Excellent movie. I think it's also the first time I saw Mifune and Nakadai in a non-samurai movie.


----------



## Fenestella (Oct 4, 2015)

Any fan of _A Place in the Sun (1951)_? Is it a borderline film noir?


----------



## Xaltotun (Sep 3, 2010)

Fenestella said:


> Any fan of _A Place in the Sun (1951)_? Is it a borderline film noir?

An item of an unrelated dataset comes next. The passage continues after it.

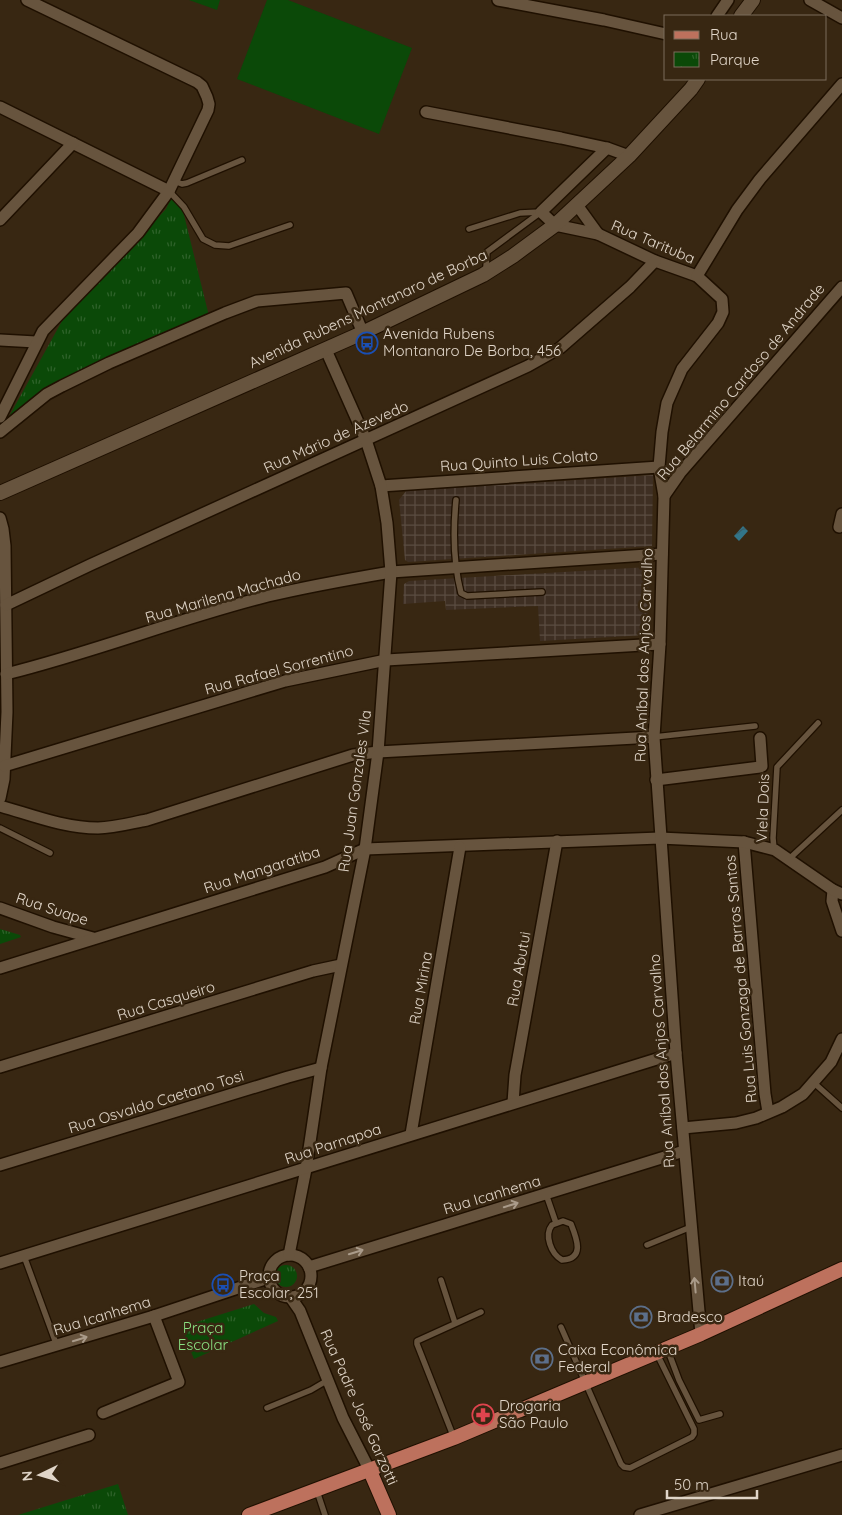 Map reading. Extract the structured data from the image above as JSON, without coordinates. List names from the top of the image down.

I remember liking it well enough, even if I don't remember all of it - I should re-watch it. Perhaps a borderline case, yeah.


----------



## mathisdermaler (Mar 29, 2017)

VERTIGO, of course!


----------



## Xaltotun (Sep 3, 2010)

mathisdermaler said:


> VERTIGO, of course!


Vertigo is a great film... but I think I get the best "noir" feeling when the film is in black & white! Maybe it's a shallow pre-requisite... but that's how it is for me. Also, it's good if it rains all the time...


----------



## bz3 (Oct 15, 2015)

I love film noirs and went threw a phase a number of years ago where I watched all I could get my hands on. I still love the greats and watch them over but some of the B-movie vehicles in the genre are very tedious. I'll try to think of some under-heralded ones I think are worth watching over the next few days but this list is great for the big ones:



Xaltotun said:


> I love to namedrop the usual suspects! I get a strange kick out of it, for some reason.
> 
> My list might be
> 
> ...


I never get tired of the slick pace and amorality of Double Indemnity, the anger and torment of Out of the Past, or the trenchancy and murkiness of The Big Sleep. Any of those 3 plus the Maltese Falcon and Laura would probably round out my top 5. After that it's tough to say. One I haven't seen mentioned here yet is In A Lonely Place, which is truly great. I'll think more on it what else I like.


----------



## StlukesguildOhio (Dec 25, 2006)

_A Place in the Sun_... yes. But also _Sunset Boulevard_.


----------



## Xaltotun (Sep 3, 2010)

bz3 said:


> I love film noirs and went threw a phase a number of years ago where I watched all I could get my hands on. I still love the greats and watch them over but some of the B-movie vehicles in the genre are very tedious. I'll try to think of some under-heralded ones I think are worth watching over the next few days but this list is great for the big ones:
> 
> I never get tired of the slick pace and amorality of Double Indemnity, the anger and torment of Out of the Past, or the trenchancy and murkiness of The Big Sleep. Any of those 3 plus the Maltese Falcon and *Laura* would probably round out my top 5. After that it's tough to say. One I haven't seen mentioned here yet is In A Lonely Place, which is truly great. I'll think more on it what else I like.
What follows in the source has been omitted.